When it comes to modern horror director aficionado’s, there are very few filmmakers you would put above Ari Aster, despite him having only completed two contemporary horror feature films. However, there is a very particular way in which Aster approaches his work, a method that makes him significantly different to other filmmakers of his ilk. Careful, measured and artistic, his horrors access a deeper plain of consciousness, playing on fears we never even knew we had, boxing this terror together with ingenious use of cinematography and sound.
For example, there are few moments quite as impactful in the 21st century as ‘that car scene’ in Hereditary, a truly horrifying moment that Aster perfectly delivers by use of careful pacing and a fearlessness behind the camera to linger on the most uncomfortable moments, in particular, some terrific acting from Alex Wolff. Hereditary was followed by Midsommar a year later, an entirely different kind of horror that played on the pain of loss and the torment of pain itself in the context of a brutal, cult-like folk festival.
Though such a precise knowledge of the filmic art is not possible without a rich understanding of the history of the medium, which Ari Aster certainly has, even claiming: “My mom likes to tell me that she was in labour with ‘Fanny and Alexander‘ playing. I’m not sure that’s possible…I believe her and that’s one of my favourite films”.
In conversation with Michael Koresky of Film Comment, Aster discusses the bevvy of films that influence his filmmaking oeuvre, noting Mike Leigh’s Another Year and Roman Polanski’s Tess as well as many others he’d watch with his mother. As the director states, “A lot of my favourite films are things I saw for the first time with my mother and we both responded very strongly to these films. Like Mulholland Drive was a big deal, we watched that together. The Piano Teacher was really big, I think I was 15 or 14 when I saw it. We loved it”.

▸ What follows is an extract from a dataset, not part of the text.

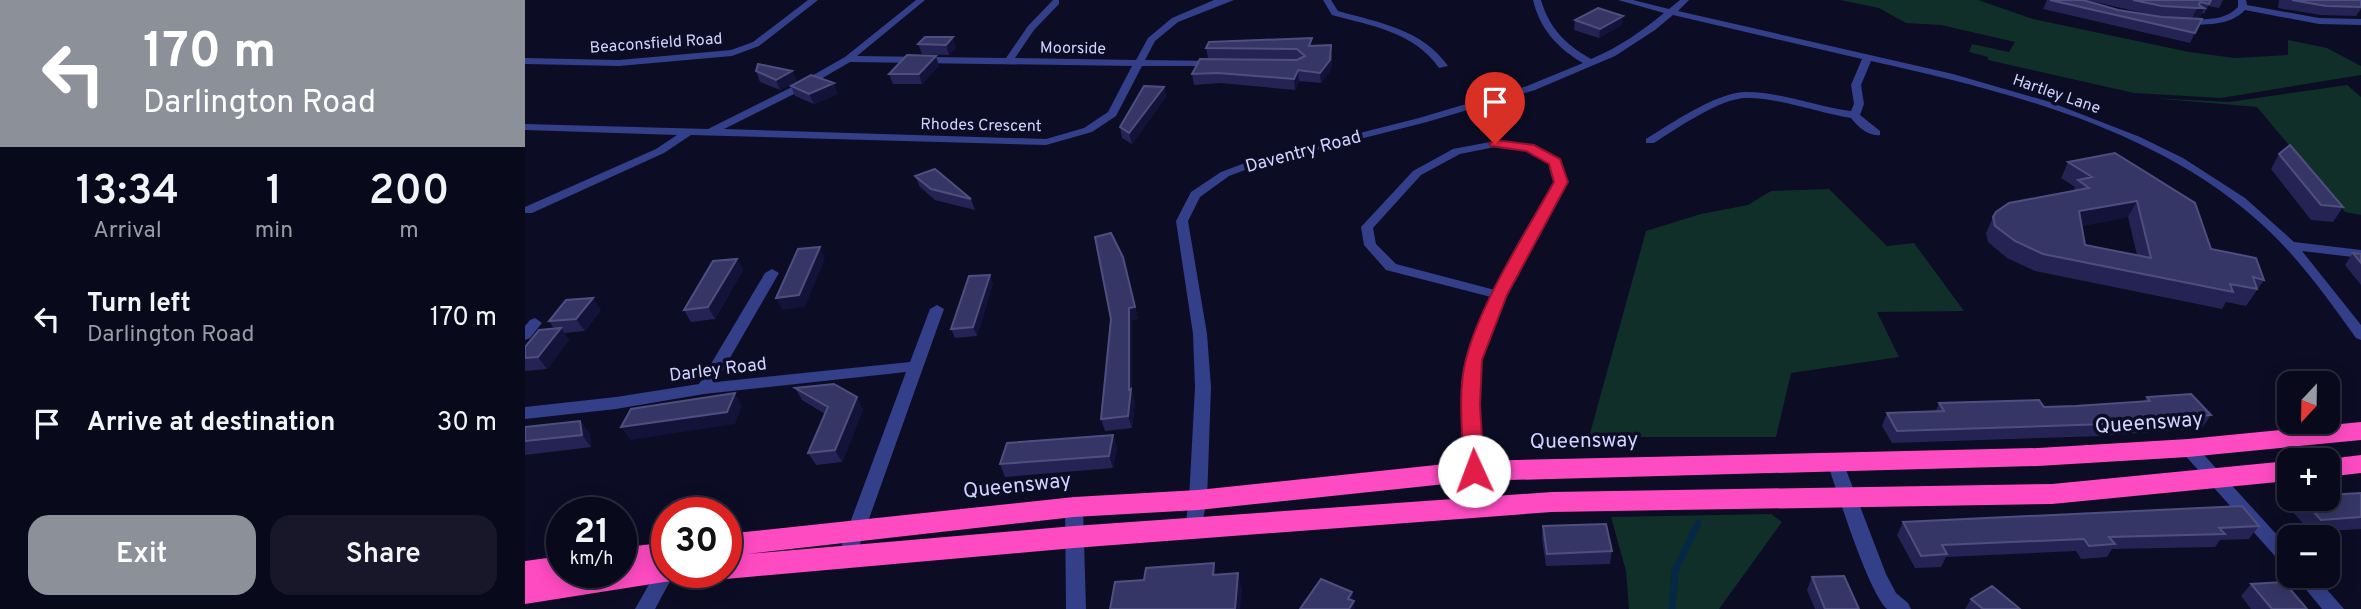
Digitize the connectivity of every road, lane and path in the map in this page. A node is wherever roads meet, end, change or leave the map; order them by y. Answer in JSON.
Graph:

Continuing, the director notes his two of his favourite films from the last 20 years, commenting: “I think the big two were Dogville, which I think is the maybe the best movie of the last twenty years…and Songs from the Second Floor, that changed my life”. Directed by Lars Von Trier and Roy Andersson respectively, both of Ari Aster’s picks mark notable creative innovations in the medium, with both films going on to influence the future of film considerably.
In addition to Dogville and Songs from the Second Floor, Aster also highlights Stanley Kubrick’s The Shining, noting the horror as a significant source of inspiration for Hereditary’s dollhouses. Discussing this “dollhouse aesthetic” used throughout his debut feature, Aster noted: “It became a logistical nightmare…Because we were designing this house to be built in Park City on a soundstage but then we also had a miniaturist in Toronto who was waiting for our designs so he could start replicating them”.
Continuing, Aster comments: “That means that he is not just waiting for what are the dimensions of the rooms … but what does the wood panelling look like, what is the wallpaper, what are the drapes over the windows”.